Sometimes Dolan will have a predetermined idea of what she wants her chosen postcard to look like, and will hunt around the destination until she finds the perfect realisation of her vision.

"I knew that when I was in Vienna, and I was there at Christmas, it had to be a postcard that showed snow and the beautiful lanterns that are lit outside the Opera House," recalls Dolan. "It couldn't be anything else."

Other times, Dolan stumbles across the postcards when she least expects it. She recalls a visit to Helsinki, Finland, calling into a beautiful hotel. In the glamorous bathroom was a writing desk, pens and free souvenir postcards.

The moment felt serendipitous.

"I guess this is an invitation for me to write," Dolan recalls thinking.

Dolan's always sent her postcards mid-trip, she never "cheats" and posts them once she's back home in Canada. She says hunting out the post office, buying stamps and finding a mailbox is all part of the process.

"I love the whole postmark piece too, and the date stamp," says Dolan.

While walking the Camino de Santiago in 2008, Dolan made an exception and opted for letters over postcards, figuring purchasing cards while en route might be tricky. Before embarking on the trail, she bought airmail paper, envelopes and stamps and then enjoyed searching for rural post boxes en route.

"They all arrived - not in order, but they all arrived," says Dolan.
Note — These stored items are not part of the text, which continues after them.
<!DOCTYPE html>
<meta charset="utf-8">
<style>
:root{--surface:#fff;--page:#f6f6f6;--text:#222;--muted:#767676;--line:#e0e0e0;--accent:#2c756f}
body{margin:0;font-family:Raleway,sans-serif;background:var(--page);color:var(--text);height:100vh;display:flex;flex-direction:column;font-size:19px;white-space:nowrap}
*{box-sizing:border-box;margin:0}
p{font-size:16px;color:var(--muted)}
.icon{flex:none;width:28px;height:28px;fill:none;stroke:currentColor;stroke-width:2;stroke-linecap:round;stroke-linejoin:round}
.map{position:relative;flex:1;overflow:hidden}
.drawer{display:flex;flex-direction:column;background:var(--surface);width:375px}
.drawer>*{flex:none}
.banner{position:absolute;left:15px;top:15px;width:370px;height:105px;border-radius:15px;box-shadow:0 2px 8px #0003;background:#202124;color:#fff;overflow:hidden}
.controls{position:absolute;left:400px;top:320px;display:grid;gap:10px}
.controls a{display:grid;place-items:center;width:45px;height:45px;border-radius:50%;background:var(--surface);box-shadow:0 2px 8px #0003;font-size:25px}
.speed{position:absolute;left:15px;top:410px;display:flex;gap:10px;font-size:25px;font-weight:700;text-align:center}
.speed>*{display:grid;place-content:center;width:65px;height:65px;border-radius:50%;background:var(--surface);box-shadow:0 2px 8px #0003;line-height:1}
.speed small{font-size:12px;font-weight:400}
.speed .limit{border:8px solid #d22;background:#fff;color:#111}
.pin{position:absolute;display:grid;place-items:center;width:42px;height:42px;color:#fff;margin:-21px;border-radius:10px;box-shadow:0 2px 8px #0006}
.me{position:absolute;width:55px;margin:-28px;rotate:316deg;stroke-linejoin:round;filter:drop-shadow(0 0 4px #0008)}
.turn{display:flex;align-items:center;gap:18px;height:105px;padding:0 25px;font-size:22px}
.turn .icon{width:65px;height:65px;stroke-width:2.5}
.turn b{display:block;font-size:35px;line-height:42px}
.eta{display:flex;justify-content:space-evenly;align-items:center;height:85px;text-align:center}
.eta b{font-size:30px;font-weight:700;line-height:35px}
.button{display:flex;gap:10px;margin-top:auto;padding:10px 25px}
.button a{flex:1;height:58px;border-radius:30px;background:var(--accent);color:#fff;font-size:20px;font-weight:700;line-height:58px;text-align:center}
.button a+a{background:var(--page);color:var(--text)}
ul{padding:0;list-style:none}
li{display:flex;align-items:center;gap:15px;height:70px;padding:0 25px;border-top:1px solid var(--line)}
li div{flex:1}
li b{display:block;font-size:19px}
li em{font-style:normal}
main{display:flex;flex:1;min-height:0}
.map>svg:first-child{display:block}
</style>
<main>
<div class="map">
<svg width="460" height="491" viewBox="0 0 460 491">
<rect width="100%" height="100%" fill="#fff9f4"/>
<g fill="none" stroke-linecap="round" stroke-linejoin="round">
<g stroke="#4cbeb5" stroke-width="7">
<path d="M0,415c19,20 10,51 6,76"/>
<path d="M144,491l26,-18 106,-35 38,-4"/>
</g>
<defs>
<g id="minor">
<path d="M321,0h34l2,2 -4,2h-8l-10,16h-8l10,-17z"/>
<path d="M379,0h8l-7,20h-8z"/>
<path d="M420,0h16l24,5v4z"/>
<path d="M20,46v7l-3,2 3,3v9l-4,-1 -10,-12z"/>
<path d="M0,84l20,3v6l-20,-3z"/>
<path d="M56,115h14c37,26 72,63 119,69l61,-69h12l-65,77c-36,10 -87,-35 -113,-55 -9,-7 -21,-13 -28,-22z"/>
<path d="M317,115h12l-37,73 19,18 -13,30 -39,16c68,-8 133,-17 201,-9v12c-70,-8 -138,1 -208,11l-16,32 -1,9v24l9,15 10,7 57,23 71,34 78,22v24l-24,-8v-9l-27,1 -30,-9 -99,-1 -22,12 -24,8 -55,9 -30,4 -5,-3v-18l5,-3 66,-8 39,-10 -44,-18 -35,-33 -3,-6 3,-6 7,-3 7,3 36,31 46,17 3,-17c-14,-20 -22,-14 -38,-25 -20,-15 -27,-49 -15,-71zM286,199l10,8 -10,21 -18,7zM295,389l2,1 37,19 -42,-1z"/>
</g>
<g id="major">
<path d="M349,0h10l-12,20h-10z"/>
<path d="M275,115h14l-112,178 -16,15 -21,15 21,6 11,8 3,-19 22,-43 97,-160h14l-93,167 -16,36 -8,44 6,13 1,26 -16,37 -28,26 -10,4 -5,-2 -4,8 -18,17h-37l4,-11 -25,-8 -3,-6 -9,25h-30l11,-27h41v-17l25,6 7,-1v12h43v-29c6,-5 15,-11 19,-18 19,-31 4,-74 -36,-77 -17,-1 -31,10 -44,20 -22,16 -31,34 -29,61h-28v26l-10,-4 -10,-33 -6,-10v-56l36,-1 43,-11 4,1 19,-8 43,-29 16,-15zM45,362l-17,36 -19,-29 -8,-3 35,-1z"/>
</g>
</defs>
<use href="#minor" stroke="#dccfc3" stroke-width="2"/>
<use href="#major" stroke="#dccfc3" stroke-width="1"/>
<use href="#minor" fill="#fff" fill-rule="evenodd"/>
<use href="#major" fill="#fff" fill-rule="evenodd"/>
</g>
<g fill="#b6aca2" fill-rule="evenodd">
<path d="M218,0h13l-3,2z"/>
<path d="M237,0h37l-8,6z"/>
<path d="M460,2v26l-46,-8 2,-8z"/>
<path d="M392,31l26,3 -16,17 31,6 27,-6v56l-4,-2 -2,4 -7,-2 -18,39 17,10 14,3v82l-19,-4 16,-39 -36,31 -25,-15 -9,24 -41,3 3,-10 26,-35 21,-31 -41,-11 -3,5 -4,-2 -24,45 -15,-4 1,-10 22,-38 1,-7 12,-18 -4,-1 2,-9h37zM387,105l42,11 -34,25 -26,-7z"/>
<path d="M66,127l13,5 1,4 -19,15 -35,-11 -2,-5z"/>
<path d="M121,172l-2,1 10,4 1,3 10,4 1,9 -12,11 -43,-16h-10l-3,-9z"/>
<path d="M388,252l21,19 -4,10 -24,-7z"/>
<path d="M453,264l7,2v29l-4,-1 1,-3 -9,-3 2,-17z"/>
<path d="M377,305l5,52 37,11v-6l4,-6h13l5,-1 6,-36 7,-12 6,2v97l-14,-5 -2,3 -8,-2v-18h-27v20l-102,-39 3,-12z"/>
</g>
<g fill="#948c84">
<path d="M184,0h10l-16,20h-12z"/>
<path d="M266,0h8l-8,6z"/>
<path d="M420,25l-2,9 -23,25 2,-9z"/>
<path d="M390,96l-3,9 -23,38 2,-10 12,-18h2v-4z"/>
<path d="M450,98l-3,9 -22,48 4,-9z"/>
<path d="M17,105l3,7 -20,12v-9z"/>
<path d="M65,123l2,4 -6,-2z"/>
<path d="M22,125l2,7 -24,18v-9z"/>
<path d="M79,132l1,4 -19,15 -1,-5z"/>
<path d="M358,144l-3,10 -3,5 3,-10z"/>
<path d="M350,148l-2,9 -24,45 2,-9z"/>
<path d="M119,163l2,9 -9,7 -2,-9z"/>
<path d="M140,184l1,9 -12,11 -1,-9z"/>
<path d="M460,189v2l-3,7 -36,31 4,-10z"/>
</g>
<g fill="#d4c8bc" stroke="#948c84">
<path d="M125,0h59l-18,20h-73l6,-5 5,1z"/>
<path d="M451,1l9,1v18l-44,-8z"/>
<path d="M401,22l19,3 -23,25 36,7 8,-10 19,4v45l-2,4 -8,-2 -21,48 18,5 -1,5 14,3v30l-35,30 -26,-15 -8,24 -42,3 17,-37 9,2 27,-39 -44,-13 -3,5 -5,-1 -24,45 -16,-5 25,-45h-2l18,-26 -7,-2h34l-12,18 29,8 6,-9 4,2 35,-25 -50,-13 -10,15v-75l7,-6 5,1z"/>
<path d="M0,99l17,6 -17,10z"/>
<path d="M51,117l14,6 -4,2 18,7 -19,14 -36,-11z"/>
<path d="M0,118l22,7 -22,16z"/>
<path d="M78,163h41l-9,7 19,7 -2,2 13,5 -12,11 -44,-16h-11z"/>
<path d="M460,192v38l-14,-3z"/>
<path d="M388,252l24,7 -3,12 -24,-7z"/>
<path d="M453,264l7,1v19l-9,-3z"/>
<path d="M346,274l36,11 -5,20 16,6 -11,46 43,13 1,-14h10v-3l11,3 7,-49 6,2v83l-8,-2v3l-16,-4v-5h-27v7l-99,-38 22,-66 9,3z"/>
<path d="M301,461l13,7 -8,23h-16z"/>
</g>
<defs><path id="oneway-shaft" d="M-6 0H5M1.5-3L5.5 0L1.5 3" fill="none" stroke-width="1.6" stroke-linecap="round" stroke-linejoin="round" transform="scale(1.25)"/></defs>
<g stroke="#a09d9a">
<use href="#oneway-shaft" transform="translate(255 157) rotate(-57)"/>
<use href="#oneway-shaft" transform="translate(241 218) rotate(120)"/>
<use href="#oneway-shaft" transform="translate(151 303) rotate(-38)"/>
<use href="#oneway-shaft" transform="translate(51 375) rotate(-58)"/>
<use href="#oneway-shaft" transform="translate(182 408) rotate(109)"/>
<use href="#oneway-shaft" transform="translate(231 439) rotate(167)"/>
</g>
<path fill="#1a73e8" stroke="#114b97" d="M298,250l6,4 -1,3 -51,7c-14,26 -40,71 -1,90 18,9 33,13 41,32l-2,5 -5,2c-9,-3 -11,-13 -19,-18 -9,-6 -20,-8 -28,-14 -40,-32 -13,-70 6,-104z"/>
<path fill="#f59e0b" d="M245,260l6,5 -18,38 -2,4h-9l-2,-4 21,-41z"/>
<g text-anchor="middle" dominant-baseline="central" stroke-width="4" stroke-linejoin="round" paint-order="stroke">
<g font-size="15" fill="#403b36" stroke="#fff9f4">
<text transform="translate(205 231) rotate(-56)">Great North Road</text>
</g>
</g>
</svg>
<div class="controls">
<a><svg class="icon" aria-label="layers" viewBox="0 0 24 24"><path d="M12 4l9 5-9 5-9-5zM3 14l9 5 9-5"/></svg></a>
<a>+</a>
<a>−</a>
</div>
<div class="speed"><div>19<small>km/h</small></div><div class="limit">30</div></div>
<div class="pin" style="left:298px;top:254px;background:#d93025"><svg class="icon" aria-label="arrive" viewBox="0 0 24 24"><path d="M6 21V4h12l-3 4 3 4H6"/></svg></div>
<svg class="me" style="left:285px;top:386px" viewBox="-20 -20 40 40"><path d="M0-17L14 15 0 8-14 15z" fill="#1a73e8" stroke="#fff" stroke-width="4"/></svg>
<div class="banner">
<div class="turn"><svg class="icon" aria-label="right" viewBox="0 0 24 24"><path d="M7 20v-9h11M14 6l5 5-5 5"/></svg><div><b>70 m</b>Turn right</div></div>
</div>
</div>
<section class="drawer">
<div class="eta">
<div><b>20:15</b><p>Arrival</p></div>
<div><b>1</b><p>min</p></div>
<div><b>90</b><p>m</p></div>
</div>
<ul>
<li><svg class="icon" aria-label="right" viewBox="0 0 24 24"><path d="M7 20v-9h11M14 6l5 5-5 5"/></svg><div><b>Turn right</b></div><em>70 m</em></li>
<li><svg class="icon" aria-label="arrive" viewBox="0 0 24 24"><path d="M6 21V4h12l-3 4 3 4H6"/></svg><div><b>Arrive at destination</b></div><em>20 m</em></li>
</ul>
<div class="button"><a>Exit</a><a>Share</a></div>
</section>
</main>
Selection of Debra's old postcards
Debra Dolan finds looking over the old postcards a moving and personal experience. Photo credit: Debra Dolan

Charting time and adventures

Looking back at her postcards over the decades, Dolan also notices how her handwriting has morphed, how her choice of language has evolved and how her travel habits have changed - nowadays, she often opts for slightly more luxurious options than the backpacking that characterised her early travels.

Somewhere along the line, Dolan also switched from being known as Debbie to Debra, so how she addressed the postcards also changed.

But the writing of the postcards has remained constant - and so has Dolan's sign-off of choice.

"I have always ended my postcards with a heart," she says. "I don't know if that's just love for myself, or love for the experience of this, or that appreciation of that moment, that time."

Sometimes, Dolan will write her messages horizontally, other times she'll flip the postcard 180 degrees and write vertically, to squeeze in as much as possible.

A message on the back of one of her postcards, dispatched from Fiji when she was 25, was written in a circle. Rediscovering this card recently, Dolan was baffled. Then she cross-referenced the date in her travel journal and found her answer:

"I had a quarter hit of LSD on the beach," recalls Dolan.

Some of the postcards invite wince-inducing memories - unrequited crushes on fellow hostel dwellers, for example - "some of them you just want to rip up" - or embarrassing moments.

And while Dolan is grateful for all her travel experiences, there have been times she's felt lonely, sad, or out of sorts on the road, and she's expressed those more complicated emotions on the postcards too.

Debra Dolan pictured on a recent trip to Turkey.
Debra Dolan still loves traveling. Here she is pictured on a recent trip to Turkey. Photo credit: Debra Dolan

Capturing the moment

Dolan remains committed to travelling without a camera - and while she has a smartphone she uses in her day-to-day life in Vancouver, she always leaves it at home on her travels.

That said, her partner, who often accompanies her on trips nowadays, always has a cell phone in his back pocket. But while the couple enjoy taking the odd photo or two mid-vacation, Dolan's postcards remain her favourite mementos from any trip.

For Dolan, the postcards to herself capture a moment, and epitomise the importance of living in the present.

"Those special moments in your life that are uniquely yours, they're only yours. We may all see the same thing on our travels. We may all do the same thing - we go to the Coliseum in Rome, because that's what you do. But our experience of that day is all different or that hour or that moment is all very, very unique," says Dolan.

"I think that that's the thing that the postcards capture. They might have sold 10,000 of that image. But each one of us who wrote on the back of it, wherever it went in the world, is different."